**What needs to be done:** Read through the listing below, and copy every line where the string "paths" appears.

**Material provided:**

* * * * *

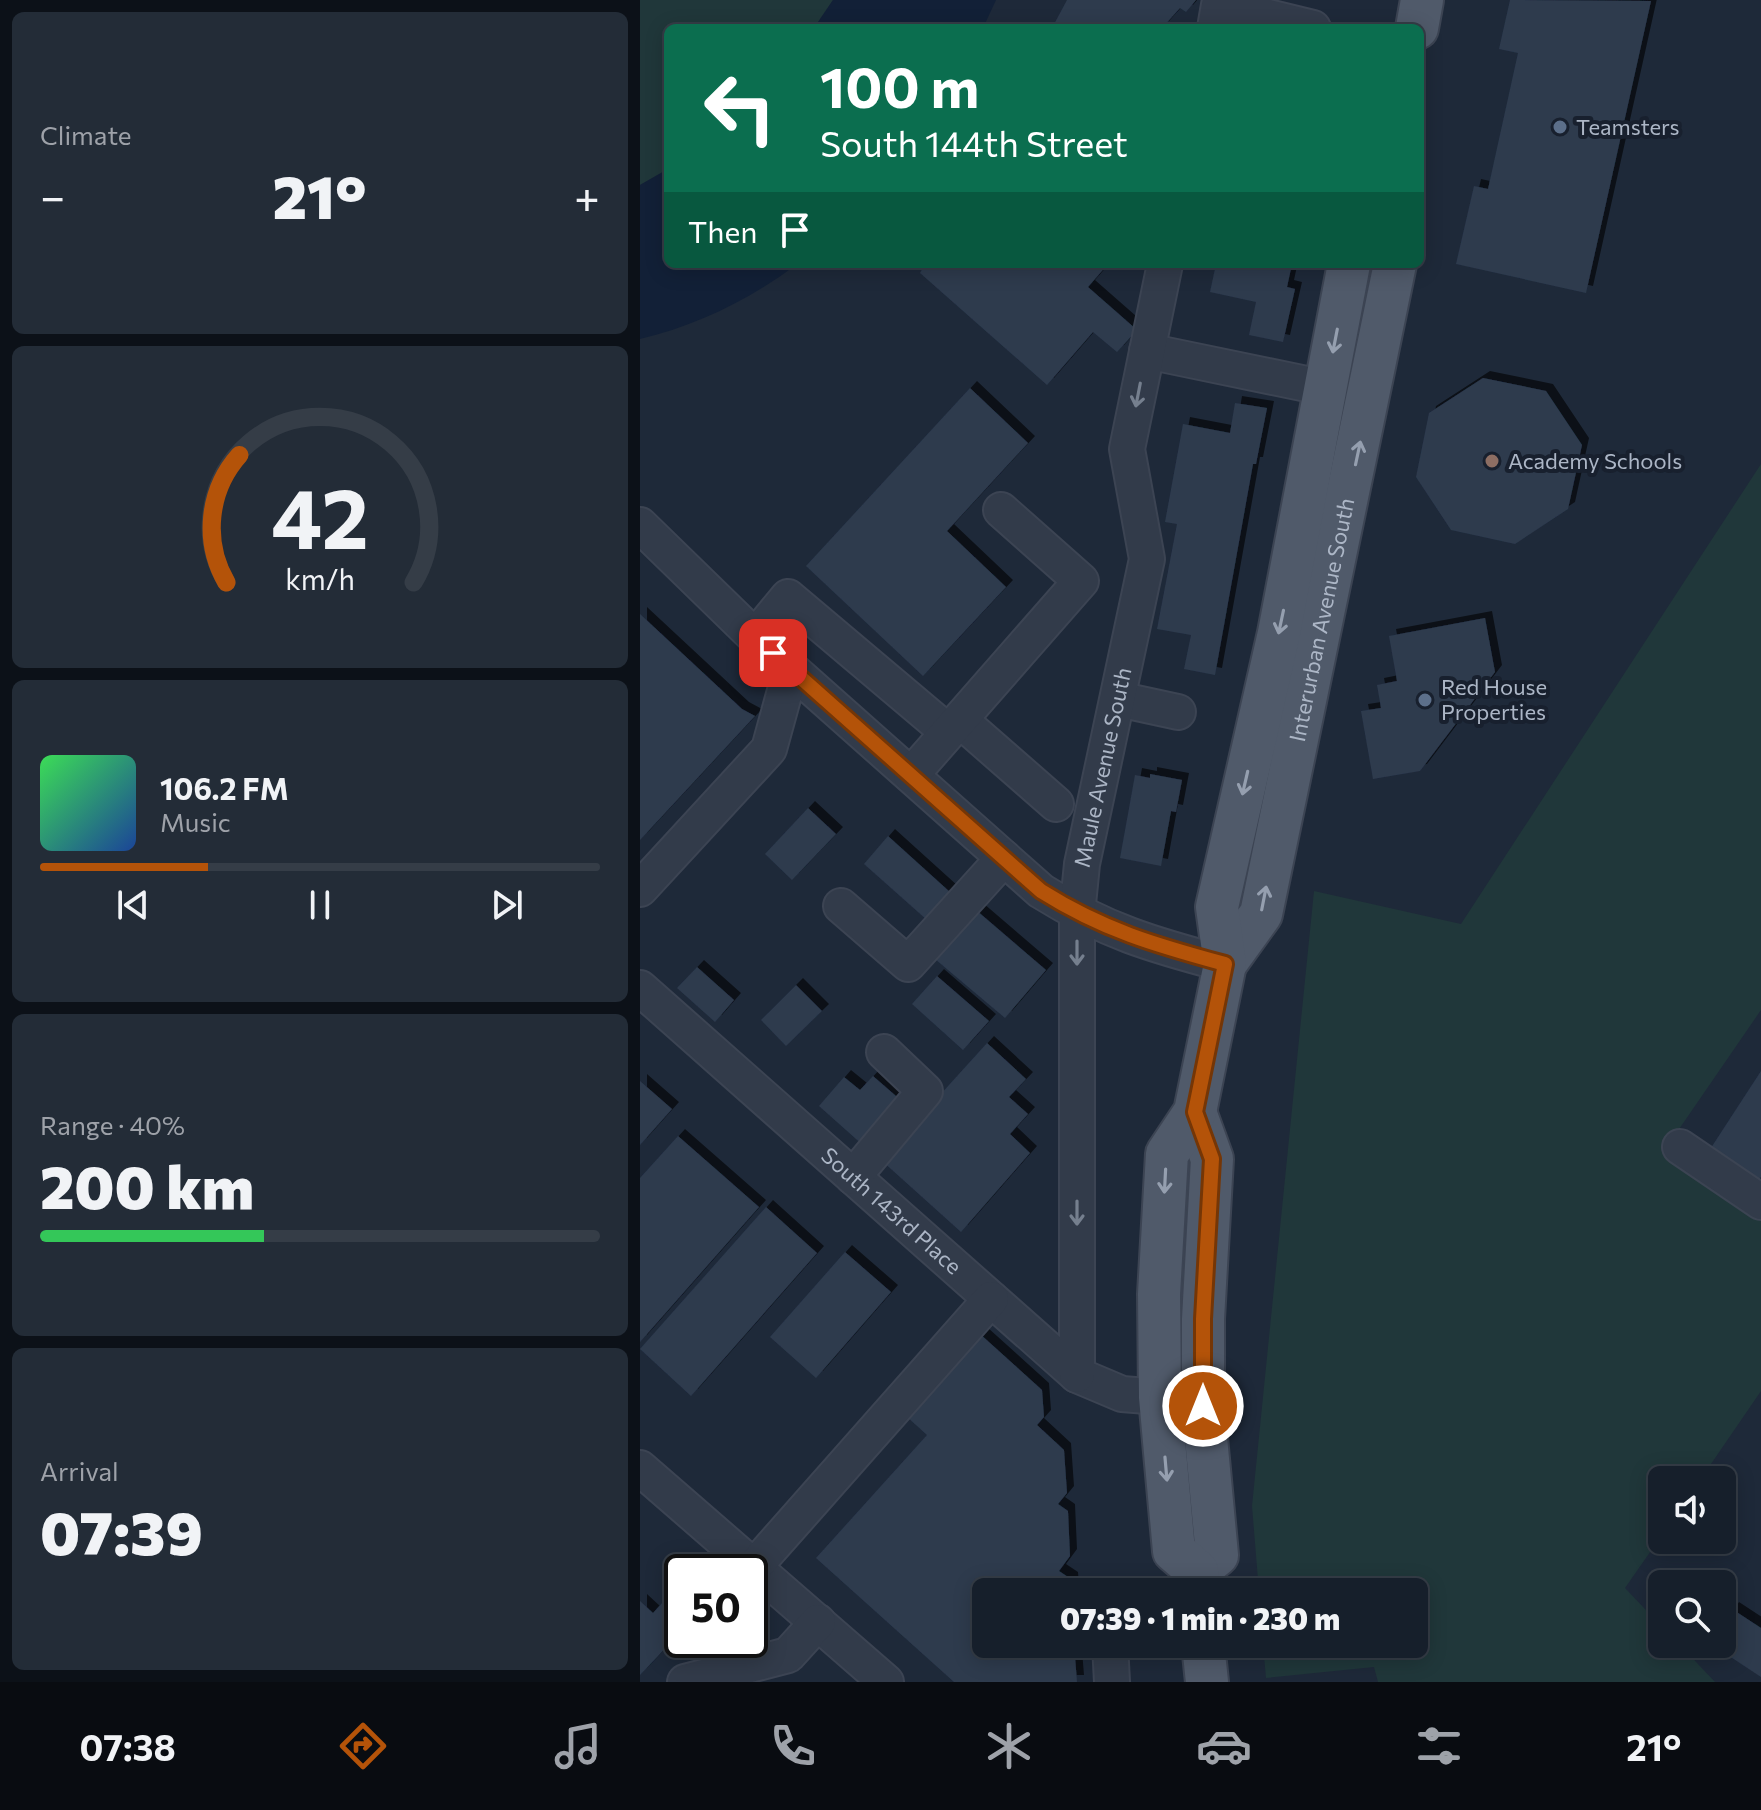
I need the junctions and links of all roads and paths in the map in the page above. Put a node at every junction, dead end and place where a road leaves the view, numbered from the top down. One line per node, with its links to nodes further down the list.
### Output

* * * * *

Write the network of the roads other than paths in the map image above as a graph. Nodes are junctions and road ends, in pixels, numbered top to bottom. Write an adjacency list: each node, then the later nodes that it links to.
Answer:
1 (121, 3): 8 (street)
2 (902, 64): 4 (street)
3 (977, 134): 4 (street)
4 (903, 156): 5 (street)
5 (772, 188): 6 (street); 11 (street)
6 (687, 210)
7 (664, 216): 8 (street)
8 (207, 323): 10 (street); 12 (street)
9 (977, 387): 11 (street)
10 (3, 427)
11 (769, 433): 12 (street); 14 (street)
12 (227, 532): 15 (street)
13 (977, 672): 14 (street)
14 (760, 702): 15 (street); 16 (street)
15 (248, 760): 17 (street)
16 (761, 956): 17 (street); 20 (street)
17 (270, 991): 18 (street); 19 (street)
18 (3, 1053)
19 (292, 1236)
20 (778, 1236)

* * * * *

**Task output:**
I need the junctions and links of all roads and paths in the map in the page above. Put a node at every junction, dead end and place where a road leaves the view, numbered from the top down. One line per node, with its links to nodes further down the list.
Write the network of the roads other than paths in the map image above as a graph. Nodes are junctions and road ends, in pixels, numbered top to bottom. Write an adjacency list: each node, then the later nodes that it links to.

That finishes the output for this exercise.